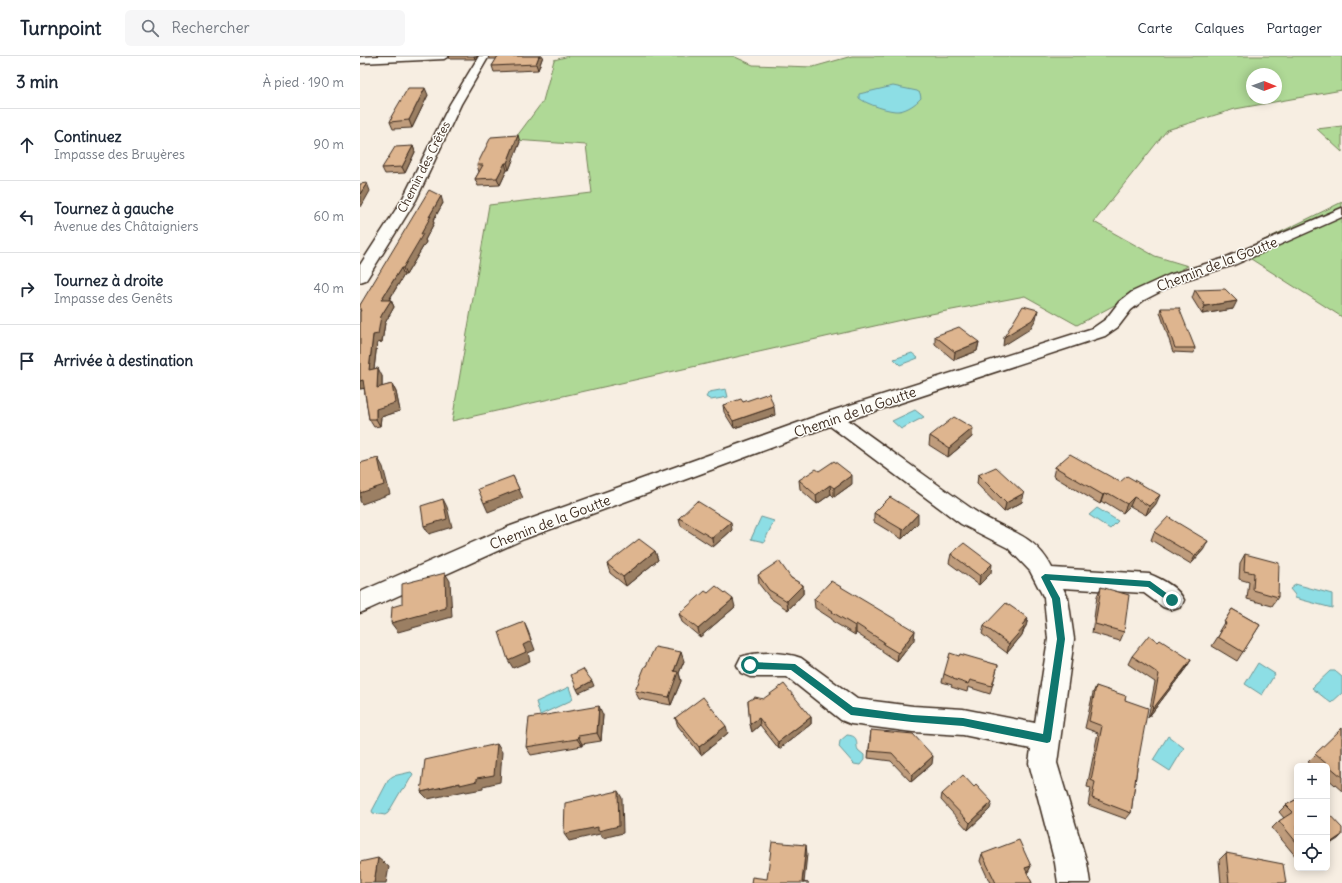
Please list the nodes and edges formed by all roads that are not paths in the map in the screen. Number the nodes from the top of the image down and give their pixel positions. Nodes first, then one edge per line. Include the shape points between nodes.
1 (444, 56) edge
2 (484, 56) edge
3 (360, 60) edge
4 (1342, 212) edge
5 (360, 277) edge
6 (832, 418) junction
7 (1045, 577) junction
8 (1172, 600) dead end
9 (360, 603) edge
10 (750, 665) dead end
11 (1047, 739) junction
12 (1074, 883) edge

1 - 3 street
2 - 5 street, Chemin des Crêtes via 459,96 396,223
4 - 6 street, Chemin de la Goutte via 1228,262 1174,278 1138,296 1125,306 1112,323 1099,332
6 - 7 street via 969,518 1016,542 1039,565
6 - 9 street, Chemin de la Goutte via 516,532
7 - 8 street via 1150,584
7 - 11 street via 1056,598 1061,639
10 - 11 street via 792,666 851,711 963,722
11 - 12 street via 1043,763 1071,863

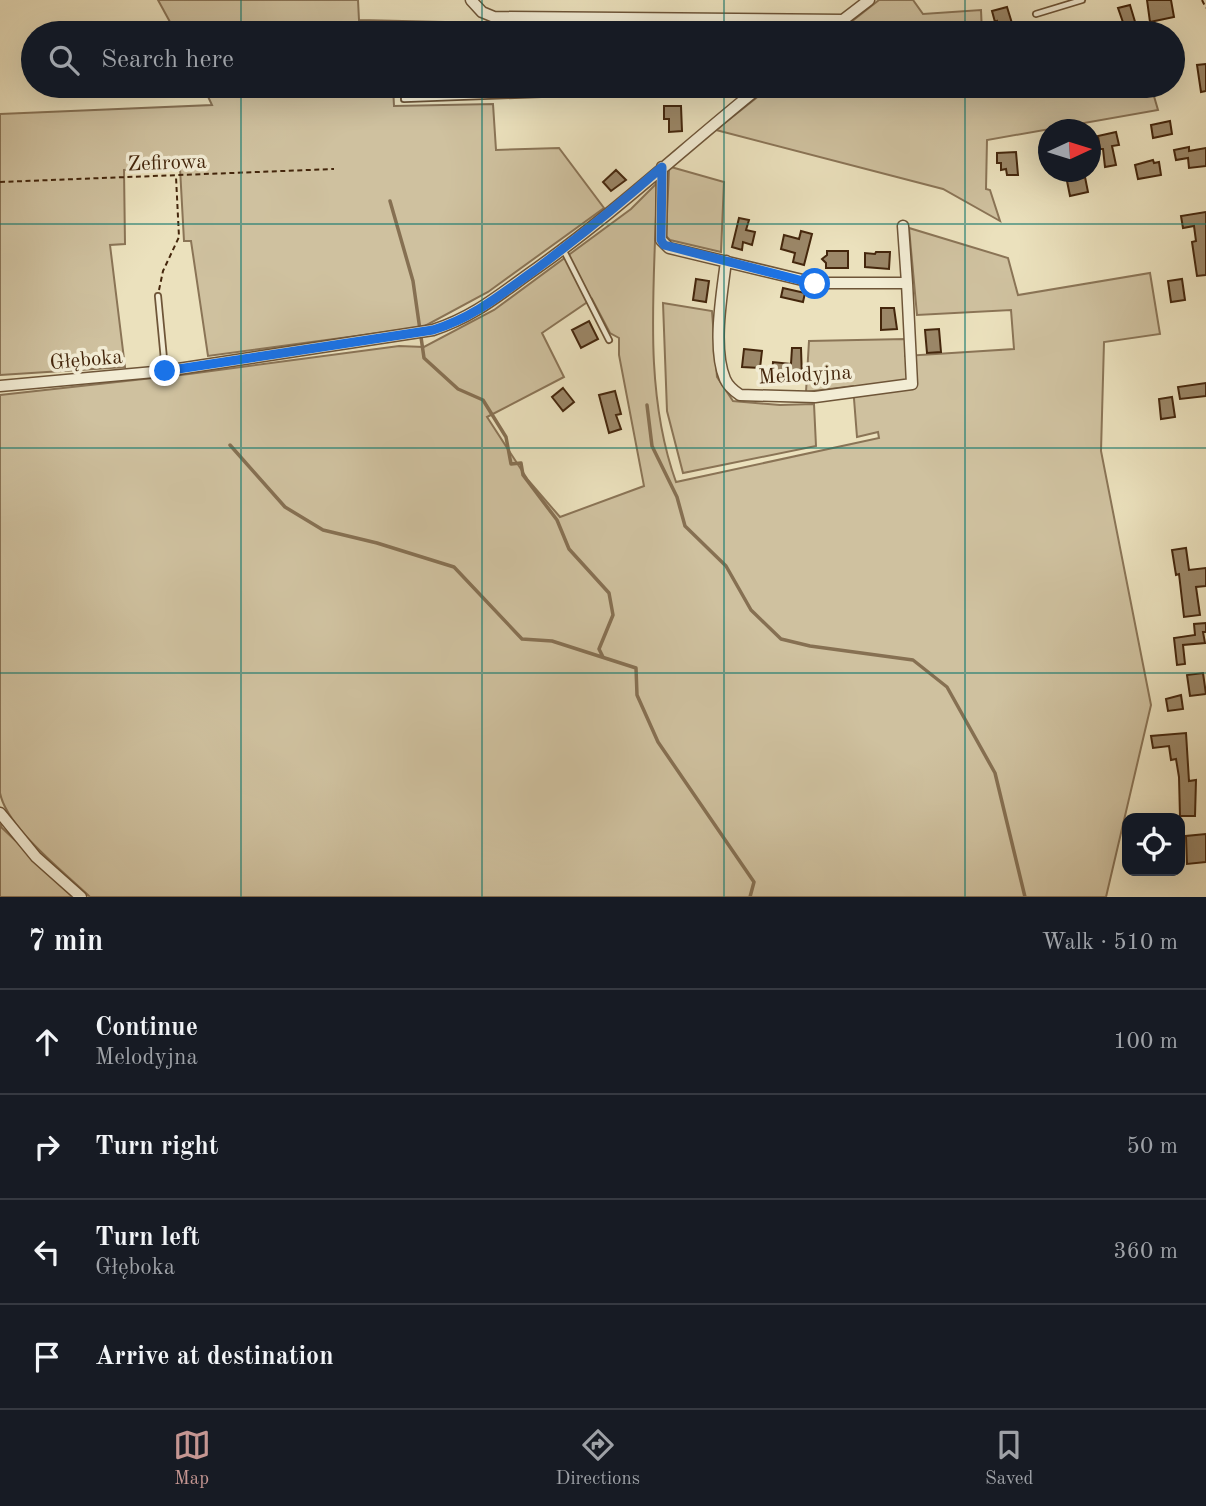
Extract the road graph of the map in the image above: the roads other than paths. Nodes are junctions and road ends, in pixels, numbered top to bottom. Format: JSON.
{"nodes":[{"id":1,"x":471,"y":0,"type":"edge"},
{"id":2,"x":869,"y":0,"type":"edge"},
{"id":3,"x":1082,"y":0,"type":"edge"},
{"id":4,"x":1036,"y":14,"type":"dead end"},
{"id":5,"x":843,"y":20,"type":"joint"},
{"id":6,"x":431,"y":98,"type":"edge"},
{"id":7,"x":746,"y":98,"type":"edge"},
{"id":8,"x":404,"y":99,"type":"dead end"},
{"id":9,"x":662,"y":167,"type":"junction"},
{"id":10,"x":903,"y":226,"type":"dead end"},
{"id":11,"x":564,"y":250,"type":"junction"},
{"id":12,"x":726,"y":261,"type":"junction"},
{"id":13,"x":907,"y":283,"type":"junction"},
{"id":14,"x":158,"y":296,"type":"road end"},
{"id":15,"x":609,"y":340,"type":"dead end"},
{"id":16,"x":165,"y":371,"type":"junction"},
{"id":17,"x":0,"y":386,"type":"edge"},
{"id":18,"x":0,"y":813,"type":"edge"},
{"id":19,"x":80,"y":897,"type":"edge"}],
"edges":[{"from":1,"to":5,"type":"street"},
{"from":2,"to":5,"type":"street"},
{"from":3,"to":4,"type":"lane"},
{"from":6,"to":8,"type":"lane"},
{"from":7,"to":9,"type":"street","name":"Głęboka"},
{"from":9,"to":11,"type":"street","name":"Głęboka"},
{"from":9,"to":12,"type":"street"},
{"from":10,"to":13,"type":"street","name":"Melodyjna"},
{"from":11,"to":15,"type":"lane"},
{"from":11,"to":16,"type":"street","name":"Głęboka"},
{"from":12,"to":13,"type":"street"},
{"from":12,"to":13,"type":"street","name":"Melodyjna"},
{"from":14,"to":16,"type":"lane"},
{"from":16,"to":17,"type":"street","name":"Głęboka"},
{"from":18,"to":19,"type":"street"}]}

*What needs to be done:* Every entry should be repeated verbatim, with the pictures left out.

*Exercise output:*
Please list the nodes and edges formed by all roads that are not paths in the map in the screen. Number the nodes from the top of the image down and give their pixel positions. Nodes first, then one edge per line. Include the shape points between nodes.
1 (444, 56) edge
2 (484, 56) edge
3 (360, 60) edge
4 (1342, 212) edge
5 (360, 277) edge
6 (832, 418) junction
7 (1045, 577) junction
8 (1172, 600) dead end
9 (360, 603) edge
10 (750, 665) dead end
11 (1047, 739) junction
12 (1074, 883) edge

1 - 3 street
2 - 5 street, Chemin des Crêtes via 459,96 396,223
4 - 6 street, Chemin de la Goutte via 1228,262 1174,278 1138,296 1125,306 1112,323 1099,332
6 - 7 street via 969,518 1016,542 1039,565
6 - 9 street, Chemin de la Goutte via 516,532
7 - 8 street via 1150,584
7 - 11 street via 1056,598 1061,639
10 - 11 street via 792,666 851,711 963,722
11 - 12 street via 1043,763 1071,863

Extract the road graph of the map in the image above: the roads other than paths. Nodes are junctions and road ends, in pixels, numbered top to bottom. Format: JSON.
{"nodes":[{"id":1,"x":471,"y":0,"type":"edge"},
{"id":2,"x":869,"y":0,"type":"edge"},
{"id":3,"x":1082,"y":0,"type":"edge"},
{"id":4,"x":1036,"y":14,"type":"dead end"},
{"id":5,"x":843,"y":20,"type":"joint"},
{"id":6,"x":431,"y":98,"type":"edge"},
{"id":7,"x":746,"y":98,"type":"edge"},
{"id":8,"x":404,"y":99,"type":"dead end"},
{"id":9,"x":662,"y":167,"type":"junction"},
{"id":10,"x":903,"y":226,"type":"dead end"},
{"id":11,"x":564,"y":250,"type":"junction"},
{"id":12,"x":726,"y":261,"type":"junction"},
{"id":13,"x":907,"y":283,"type":"junction"},
{"id":14,"x":158,"y":296,"type":"road end"},
{"id":15,"x":609,"y":340,"type":"dead end"},
{"id":16,"x":165,"y":371,"type":"junction"},
{"id":17,"x":0,"y":386,"type":"edge"},
{"id":18,"x":0,"y":813,"type":"edge"},
{"id":19,"x":80,"y":897,"type":"edge"}],
"edges":[{"from":1,"to":5,"type":"street"},
{"from":2,"to":5,"type":"street"},
{"from":3,"to":4,"type":"lane"},
{"from":6,"to":8,"type":"lane"},
{"from":7,"to":9,"type":"street","name":"Głęboka"},
{"from":9,"to":11,"type":"street","name":"Głęboka"},
{"from":9,"to":12,"type":"street"},
{"from":10,"to":13,"type":"street","name":"Melodyjna"},
{"from":11,"to":15,"type":"lane"},
{"from":11,"to":16,"type":"street","name":"Głęboka"},
{"from":12,"to":13,"type":"street"},
{"from":12,"to":13,"type":"street","name":"Melodyjna"},
{"from":14,"to":16,"type":"lane"},
{"from":16,"to":17,"type":"street","name":"Głęboka"},
{"from":18,"to":19,"type":"street"}]}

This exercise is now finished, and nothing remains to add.